How can I use these data?
Data within the National Transportation Noise Map represent potential noise levels across the nation for an average annual day for the specified year. These data are intended to facilitate the tracking of trends in transportation-related noise by mode and collectively at a national scale over time, as additional maps are released. These maps can also be used to identify areas to focus additional research.
These maps are based on simplified noise modeling and cannot be used to evaluate noise levels in individual locations or at specific times and
should not be used for regulatory purposes.
Why was the 24-hr LAeq metric selected?
With the intention of the National Transportation Noise Map to provide a picture of yearly transportation noise, the 24-hr LAeq noise metric was selected because it represents a daily average level for the included transportation noise sources.

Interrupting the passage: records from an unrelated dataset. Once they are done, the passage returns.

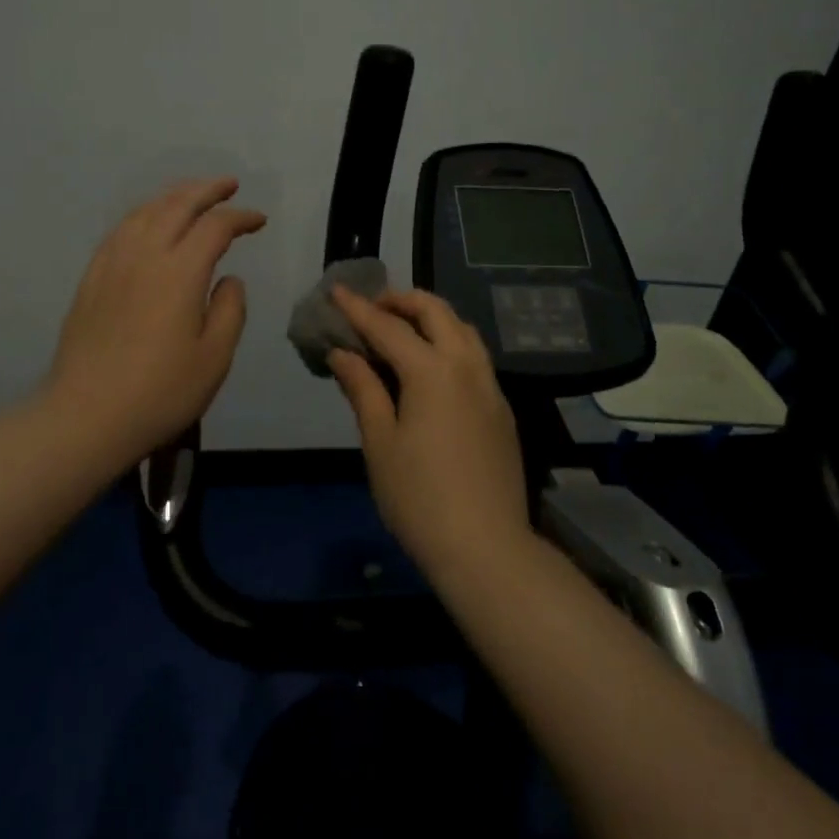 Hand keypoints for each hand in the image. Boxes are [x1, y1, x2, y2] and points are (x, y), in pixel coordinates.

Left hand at [43, 177, 266, 468]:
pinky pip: (120, 230)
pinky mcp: (91, 279)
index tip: (259, 221)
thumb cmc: (160, 392)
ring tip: (192, 196)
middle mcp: (144, 255)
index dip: (240, 217)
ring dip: (173, 197)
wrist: (86, 416)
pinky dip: (143, 215)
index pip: (215, 226)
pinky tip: (148, 224)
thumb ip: (229, 310)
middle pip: (176, 205)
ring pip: (144, 212)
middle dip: (206, 190)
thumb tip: (229, 280)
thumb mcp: (214, 358)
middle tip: (229, 185)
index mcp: (180, 272)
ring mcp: (112, 264)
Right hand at [326, 287, 531, 580]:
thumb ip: (363, 389)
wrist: (486, 548)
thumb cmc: (419, 498)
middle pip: (436, 312)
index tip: (336, 290)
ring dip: (430, 317)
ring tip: (401, 330)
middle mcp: (467, 366)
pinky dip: (449, 342)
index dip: (358, 309)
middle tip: (372, 309)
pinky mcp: (501, 408)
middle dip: (401, 301)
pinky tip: (431, 367)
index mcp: (432, 371)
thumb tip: (343, 352)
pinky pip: (475, 356)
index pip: (388, 327)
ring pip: (462, 329)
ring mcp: (490, 386)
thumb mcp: (380, 443) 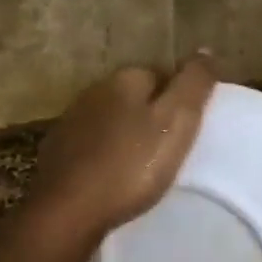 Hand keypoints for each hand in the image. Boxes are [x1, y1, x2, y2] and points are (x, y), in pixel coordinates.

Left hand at [12, 55, 218, 256]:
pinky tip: (113, 177)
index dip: (179, 97)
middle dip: (151, 115)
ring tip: (145, 165)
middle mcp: (92, 92)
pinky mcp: (56, 152)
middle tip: (172, 147)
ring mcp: (70, 122)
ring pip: (110, 120)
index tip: (192, 125)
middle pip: (133, 96)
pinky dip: (105, 155)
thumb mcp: (175, 122)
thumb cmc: (130, 166)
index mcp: (122, 80)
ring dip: (126, 135)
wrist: (67, 211)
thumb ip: (193, 84)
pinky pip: (91, 146)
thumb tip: (205, 50)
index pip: (160, 73) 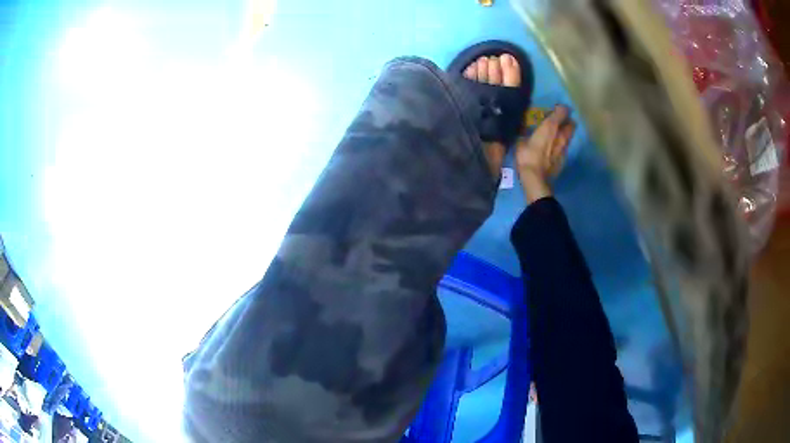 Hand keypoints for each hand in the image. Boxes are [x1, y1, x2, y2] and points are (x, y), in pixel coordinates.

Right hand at [515, 105, 574, 202]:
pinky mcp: (564, 160)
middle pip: (571, 124)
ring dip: (566, 133)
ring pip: (570, 136)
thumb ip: (524, 133)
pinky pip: (565, 148)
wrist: (536, 179)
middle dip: (567, 121)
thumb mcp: (520, 142)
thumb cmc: (527, 157)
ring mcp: (564, 148)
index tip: (557, 108)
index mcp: (550, 127)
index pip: (562, 112)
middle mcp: (560, 135)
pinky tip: (555, 149)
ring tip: (558, 134)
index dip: (561, 109)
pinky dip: (562, 146)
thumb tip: (523, 129)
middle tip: (560, 121) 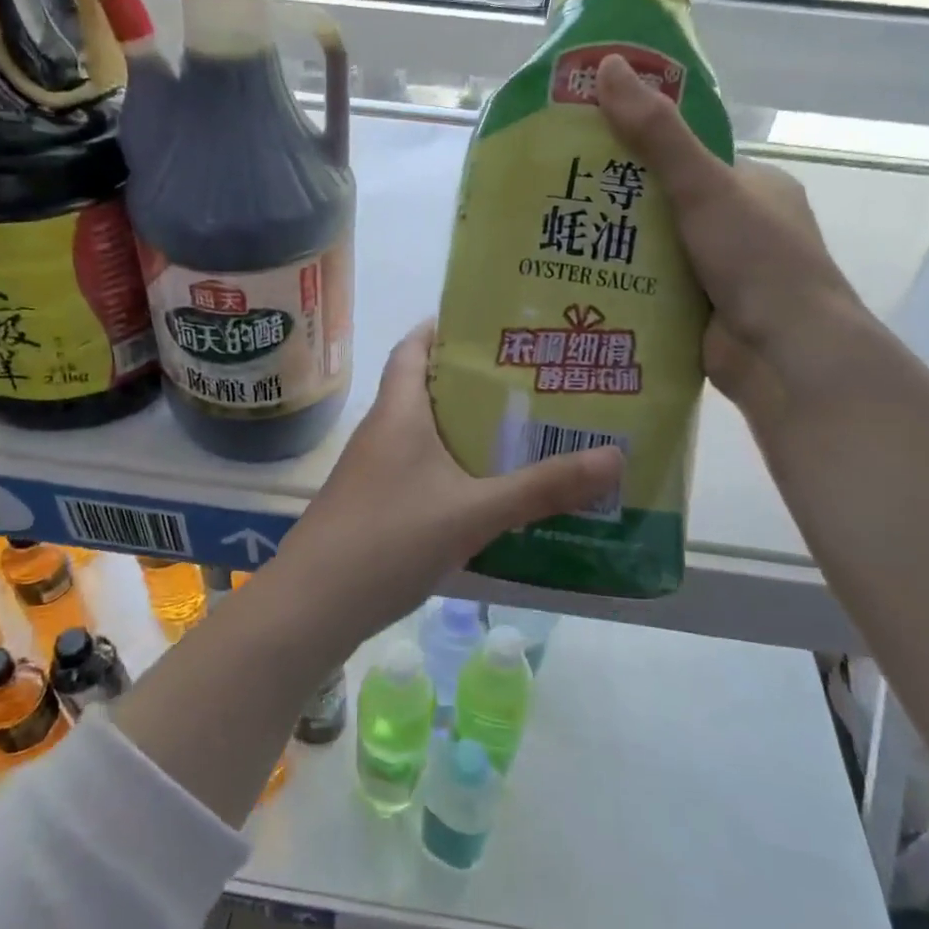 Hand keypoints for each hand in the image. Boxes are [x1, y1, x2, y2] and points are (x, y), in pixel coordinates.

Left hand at [274, 321, 621, 638]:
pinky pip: (420, 472)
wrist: (313, 606)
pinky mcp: (374, 507)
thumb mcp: (474, 512)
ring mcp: (373, 472)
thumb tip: (615, 457)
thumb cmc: (389, 539)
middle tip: (530, 380)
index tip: (490, 322)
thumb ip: (542, 488)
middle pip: (426, 389)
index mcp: (398, 412)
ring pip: (425, 434)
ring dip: (465, 430)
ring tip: (522, 431)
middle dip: (473, 382)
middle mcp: (382, 432)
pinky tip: (486, 493)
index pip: (413, 348)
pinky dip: (452, 471)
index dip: (444, 327)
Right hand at [594, 53, 880, 422]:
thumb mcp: (704, 186)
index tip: (588, 149)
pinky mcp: (702, 311)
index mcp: (753, 186)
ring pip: (656, 250)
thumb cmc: (755, 258)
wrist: (785, 353)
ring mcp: (721, 272)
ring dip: (616, 249)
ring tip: (555, 240)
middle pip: (666, 205)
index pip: (687, 158)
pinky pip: (654, 288)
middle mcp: (739, 226)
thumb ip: (656, 133)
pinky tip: (580, 281)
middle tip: (560, 199)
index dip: (639, 150)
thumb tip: (608, 67)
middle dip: (618, 205)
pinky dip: (624, 286) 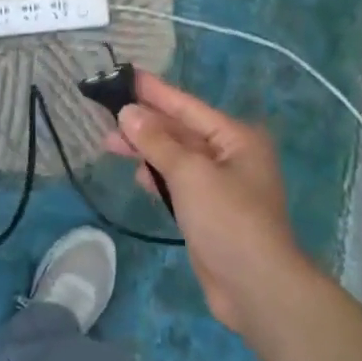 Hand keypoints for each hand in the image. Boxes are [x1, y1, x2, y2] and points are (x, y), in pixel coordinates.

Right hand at [104, 73, 316, 332]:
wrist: (255, 286)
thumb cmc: (228, 220)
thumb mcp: (190, 173)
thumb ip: (157, 141)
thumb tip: (129, 112)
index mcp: (236, 138)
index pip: (187, 106)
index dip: (155, 91)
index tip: (126, 74)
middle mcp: (230, 156)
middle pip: (180, 131)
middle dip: (145, 123)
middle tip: (106, 112)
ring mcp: (220, 186)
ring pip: (176, 158)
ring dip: (146, 150)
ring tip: (110, 142)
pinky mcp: (208, 212)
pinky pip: (177, 183)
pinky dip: (157, 176)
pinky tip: (137, 173) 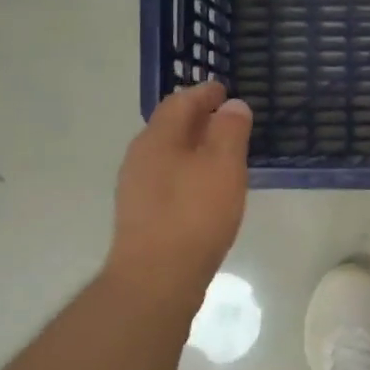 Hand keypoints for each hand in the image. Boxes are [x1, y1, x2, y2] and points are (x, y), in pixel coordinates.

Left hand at [107, 82, 252, 296]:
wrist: (156, 278)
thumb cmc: (194, 215)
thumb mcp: (223, 166)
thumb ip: (229, 131)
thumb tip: (232, 106)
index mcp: (157, 138)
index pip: (180, 102)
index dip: (205, 93)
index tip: (225, 90)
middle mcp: (140, 157)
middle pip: (170, 127)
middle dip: (199, 119)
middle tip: (228, 120)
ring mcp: (137, 188)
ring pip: (169, 154)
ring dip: (194, 147)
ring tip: (223, 154)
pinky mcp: (142, 215)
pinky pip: (168, 179)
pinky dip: (189, 172)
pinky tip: (207, 189)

Additionally, the 24-hour LAeq metric is not currently used in United States noise regulations, which allows for additional distance between the intended use for these data (to track trends) from inappropriate usage of the data (these data cannot be used for regulatory purposes or compared to regulatory or environmental impact criteria).
How is the modeling that is done at a national scale different from detailed noise modeling done for local projects?

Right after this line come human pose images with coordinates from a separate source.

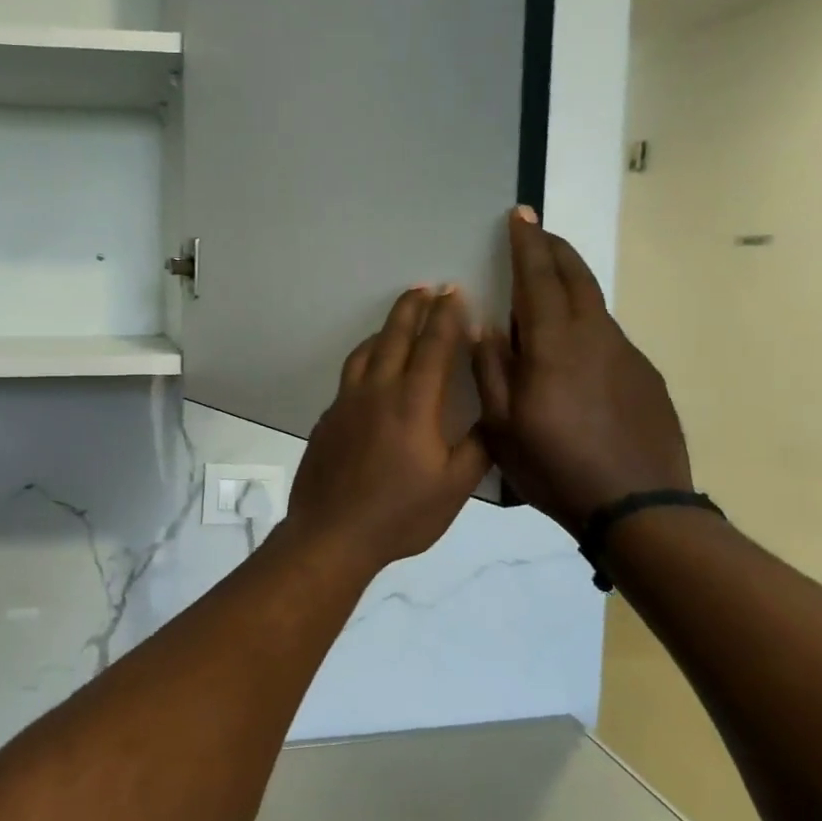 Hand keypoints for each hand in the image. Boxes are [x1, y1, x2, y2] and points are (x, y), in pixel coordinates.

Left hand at [284, 286, 490, 575]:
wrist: (332, 533)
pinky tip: (371, 369)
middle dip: (412, 308)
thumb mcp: (453, 488)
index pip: (434, 346)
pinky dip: (365, 358)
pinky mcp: (328, 418)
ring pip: (366, 352)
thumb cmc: (400, 514)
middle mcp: (377, 392)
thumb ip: (476, 447)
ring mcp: (346, 403)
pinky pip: (349, 375)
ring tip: (397, 320)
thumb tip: (493, 416)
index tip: (454, 292)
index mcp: (414, 404)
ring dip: (385, 329)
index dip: (446, 317)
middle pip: (395, 337)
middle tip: (425, 287)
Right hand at [473, 208, 691, 537]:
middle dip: (554, 249)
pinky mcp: (644, 377)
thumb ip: (490, 369)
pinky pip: (607, 334)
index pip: (539, 277)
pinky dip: (585, 321)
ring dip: (570, 282)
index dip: (527, 244)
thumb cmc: (555, 465)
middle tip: (536, 232)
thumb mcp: (502, 424)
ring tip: (548, 283)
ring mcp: (626, 355)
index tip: (519, 215)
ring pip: (593, 304)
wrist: (638, 506)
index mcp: (554, 344)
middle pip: (576, 277)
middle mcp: (595, 336)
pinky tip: (573, 347)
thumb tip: (484, 324)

The modeling that is done as part of this effort is simplified so it can be applied at the national level. Characteristics such as ground type, roadway pavement type, and weather are not considered at a local level; they are held constant across all geographic areas. Shielding from terrain and other sources such as buildings are not included, which may result in over-predicted noise levels in areas near noise barriers, buildings, or areas with natural shielding features.
Assumptions that are associated with the noise modeling for each mode are detailed in the documentation.
How can these maps help refine the datasets that are used to produce these maps?
Since this effort requires consistent data across the nation, inconsistencies in the datasets may be identified when comparing datasets at the national scale. Agencies that are responsible for these datasets are notified of any inconsistencies that are discovered through this effort so datasets can be refined to be more consistent across the nation.
What are the major assumptions in the noise modeling for each mode?
Assumptions that are associated with the noise modeling for each mode are detailed in the documentation. (LINK)
Are helicopters included in the aviation noise modeling?
No, helicopters are not currently included in the aviation noise modeling.
Are military aircraft included in the aviation noise modeling?
Airports with exclusively military operations are excluded, however military operations at joint-use or commercial airports are included.
What vehicle types are included in the road noise modeling?
Automobiles, medium trucks, and heavy trucks are included in the road noise modeling.
What railway sources are included in the passenger rail noise modeling?
Commuter rail mainline, high-speed electric, light rail, heavy rail and streetcars*, along with commuter rail horns at highway-rail grade crossings, are included in the rail noise modeling.
*Note that rail systems that have streetcar components that are included in the dataset as light rail systems are included, but systems that are exclusively for streetcars are not currently included.
Are freight trains included in the rail noise modeling?
No, freight trains, along with activities associated with freight rail yards, are not currently included in the noise modeling.
How will I know if there are discrepancies in source data between years?
Discrepancies in data between years can look like significant changes in noise on the map; for example a change in coverage in available data could appear as an increase or a decrease in noise level. The documentation lists known data discrepancies (if any) between the modeled years so they are not misinterpreted as changes in noise level.